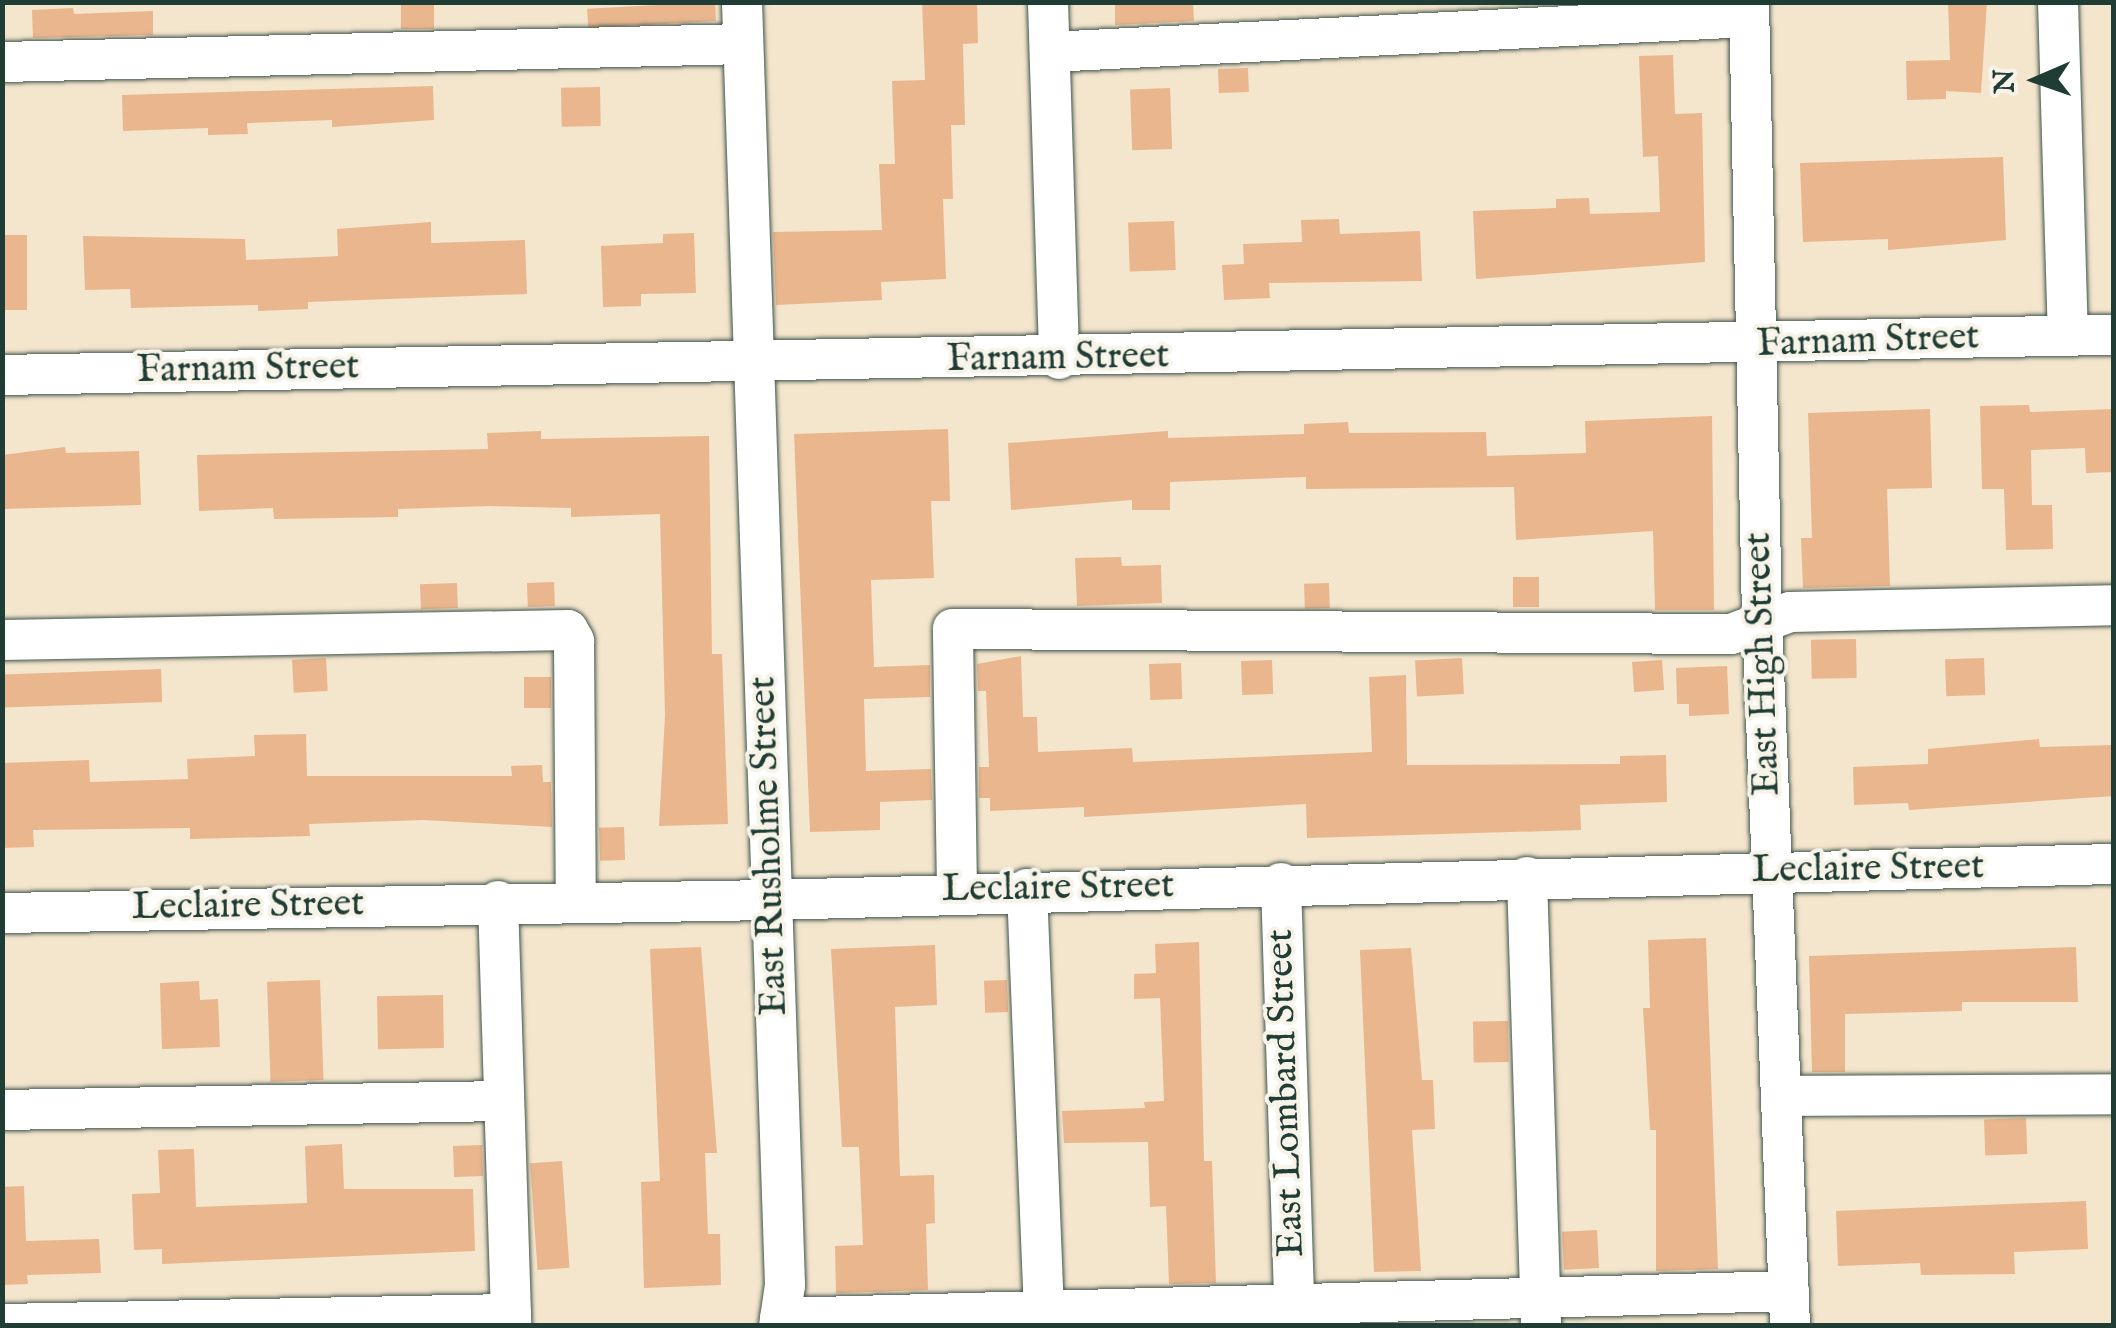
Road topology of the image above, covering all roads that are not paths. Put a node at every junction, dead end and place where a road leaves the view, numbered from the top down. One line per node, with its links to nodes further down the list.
1 (742, 2): 5 (street, East Rusholme Street)
2 (1048, 2): 6 (street)
3 (2058, 2): 9 (street)
4 (1749, 10): 6 (street); 10 (street, East High Street)
5 (744, 44): 7 (street); 12 (street, East Rusholme Street)
6 (1050, 52): 11 (street)
7 (2, 62)
8 (2114, 335): 9 (street, Farnam Street)
9 (2068, 336): 10 (street, Farnam Street)
10 (1754, 345): 11 (street, Farnam Street); 15 (street, East High Street)
11 (1058, 359): 12 (street, Farnam Street)
12 (752, 366): 13 (street, Farnam Street); 24 (street, East Rusholme Street)
13 (2, 375)
14 (2114, 604): 15 (street)
15 (1762, 619): 18 (street, East High Street); 22 (street)
16 (2, 640): 23 (street)
17 (2114, 864): 18 (street, Leclaire Street)
18 (1772, 872): 19 (street, Leclaire Street); 28 (street, East High Street)
19 (1527, 877): 20 (street, Leclaire Street); 34 (street)
20 (1281, 883): 21 (street, Leclaire Street); 31 (street, East Lombard Street)
21 (1027, 889): 22 (street, Leclaire Street); 32 (street)
22 (956, 890): 24 (street, Leclaire Street)
23 (576, 899): 24 (street, Leclaire Street); 25 (street, Leclaire Street)
24 (772, 900): 36 (street, East Rusholme Street)
25 (498, 901): 26 (street, Leclaire Street); 29 (street)
26 (2, 913)
27 (2114, 1094): 28 (street)
28 (1781, 1096): 33 (street, East High Street)
29 (503, 1101): 30 (street); 35 (street)
30 (2, 1110)
31 (1294, 1303): 32 (street); 34 (street)
32 (1044, 1307): 36 (street)
33 (1789, 1308): 34 (street)
34 (1541, 1311)
35 (511, 1320): 37 (street)
36 (780, 1322)
37 (2, 1324)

◇ ◇ ◇ ◇ ◇

With the pictures left out, return the listing above exactly as it stands.

Road topology of the image above, covering all roads that are not paths. Put a node at every junction, dead end and place where a road leaves the view, numbered from the top down. One line per node, with its links to nodes further down the list.
1 (742, 2): 5 (street, East Rusholme Street)
2 (1048, 2): 6 (street)
3 (2058, 2): 9 (street)
4 (1749, 10): 6 (street); 10 (street, East High Street)
5 (744, 44): 7 (street); 12 (street, East Rusholme Street)
6 (1050, 52): 11 (street)
7 (2, 62)
8 (2114, 335): 9 (street, Farnam Street)
9 (2068, 336): 10 (street, Farnam Street)
10 (1754, 345): 11 (street, Farnam Street); 15 (street, East High Street)
11 (1058, 359): 12 (street, Farnam Street)
12 (752, 366): 13 (street, Farnam Street); 24 (street, East Rusholme Street)
13 (2, 375)
14 (2114, 604): 15 (street)
15 (1762, 619): 18 (street, East High Street); 22 (street)
16 (2, 640): 23 (street)
17 (2114, 864): 18 (street, Leclaire Street)
18 (1772, 872): 19 (street, Leclaire Street); 28 (street, East High Street)
19 (1527, 877): 20 (street, Leclaire Street); 34 (street)
20 (1281, 883): 21 (street, Leclaire Street); 31 (street, East Lombard Street)
21 (1027, 889): 22 (street, Leclaire Street); 32 (street)
22 (956, 890): 24 (street, Leclaire Street)
23 (576, 899): 24 (street, Leclaire Street); 25 (street, Leclaire Street)
24 (772, 900): 36 (street, East Rusholme Street)
25 (498, 901): 26 (street, Leclaire Street); 29 (street)
26 (2, 913)
27 (2114, 1094): 28 (street)
28 (1781, 1096): 33 (street, East High Street)
29 (503, 1101): 30 (street); 35 (street)
30 (2, 1110)
31 (1294, 1303): 32 (street); 34 (street)
32 (1044, 1307): 36 (street)
33 (1789, 1308): 34 (street)
34 (1541, 1311)
35 (511, 1320): 37 (street)
36 (780, 1322)
37 (2, 1324)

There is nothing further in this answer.